Tankless water heater used for radiant heat

I have a question about the viability of using tank less water heaters as a means to heat water for radiant heating systems. The specific concerns are as follows.

  1. Does using the tank less water heater for both domestic and radiant needs shorten the life expectancy and or void the warranty.
  2. Normally a boiler closed radiant system is between 12-20 psi. The domestic system is generally 40-80 psi. Does than mean with this type of configuration the radiant now has the same psi as the domestic. Is that a problem?
  3. Boilers normally heat water to 165-170 degrees for the radiant heat. The tank less water heater heats to only 120 becuase there is no separation between the heat and domestic systems. This must mean it has to run longer and or take longer to heat the same sq. footage.
    I am concerned that while these systems are labeled “green” and are much less expensive that they are actually not sufficient to do a good job in a cold weather climate like Northwest Colorado.
    Thanks in advance for your time and assistance.


I have read those articles. The manufactures seem to thing their product is great for this application, however if you read other forums plumbers and some installers state the opposite. I will likely call a couple of local HVAC guys but was wondering if anyone here had spoken with any installers or had clients which considered these systems insufficient under normal living conditions.
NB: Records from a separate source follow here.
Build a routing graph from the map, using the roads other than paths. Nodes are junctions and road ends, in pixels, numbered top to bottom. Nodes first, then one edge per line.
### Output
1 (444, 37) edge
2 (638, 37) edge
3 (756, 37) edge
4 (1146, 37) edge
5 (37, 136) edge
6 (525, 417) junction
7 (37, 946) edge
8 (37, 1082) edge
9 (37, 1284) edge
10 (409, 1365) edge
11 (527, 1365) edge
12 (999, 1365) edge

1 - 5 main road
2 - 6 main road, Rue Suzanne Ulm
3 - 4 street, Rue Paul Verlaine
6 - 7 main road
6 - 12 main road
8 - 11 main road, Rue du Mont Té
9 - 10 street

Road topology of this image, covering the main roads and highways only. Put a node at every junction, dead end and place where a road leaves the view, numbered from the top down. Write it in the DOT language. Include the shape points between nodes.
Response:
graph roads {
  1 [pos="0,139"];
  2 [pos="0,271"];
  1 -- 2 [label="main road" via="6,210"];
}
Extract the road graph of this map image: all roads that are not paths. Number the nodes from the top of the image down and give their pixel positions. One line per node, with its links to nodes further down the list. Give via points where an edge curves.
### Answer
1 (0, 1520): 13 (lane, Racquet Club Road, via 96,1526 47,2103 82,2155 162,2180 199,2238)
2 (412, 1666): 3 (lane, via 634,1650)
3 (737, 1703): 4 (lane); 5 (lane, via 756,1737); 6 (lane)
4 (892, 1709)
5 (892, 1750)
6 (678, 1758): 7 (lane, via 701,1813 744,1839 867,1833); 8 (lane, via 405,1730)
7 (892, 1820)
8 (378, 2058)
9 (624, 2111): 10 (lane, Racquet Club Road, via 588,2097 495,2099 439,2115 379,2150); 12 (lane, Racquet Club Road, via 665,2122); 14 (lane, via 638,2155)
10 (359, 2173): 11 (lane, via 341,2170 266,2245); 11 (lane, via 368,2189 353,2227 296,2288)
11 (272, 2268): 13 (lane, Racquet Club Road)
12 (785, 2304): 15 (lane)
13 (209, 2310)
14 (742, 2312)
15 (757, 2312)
Unless you use one of these.


Depends. I did this when my son and I built his house. Use an on demand for the radiant, but it is a separate closed system. Can raise the temp higher since the DHW was separate. Works great.
Have a client that has the same thing and all hell is breaking loose. Noritz claims it voids the warranty and their system is not designed for radiant heat. So client may sue seller to have it replaced with a boiler.
To tell the truth, altho it seems to work, it might be easier to just put in a boiler. An on demand runs $1500-1800, not installed. You can get a LAARS Mini-Therm boiler (75k BTU) for about $1700. Since the price is comparable, why not just use a boiler that everybody understands and forget the hassle.
My 2 cents.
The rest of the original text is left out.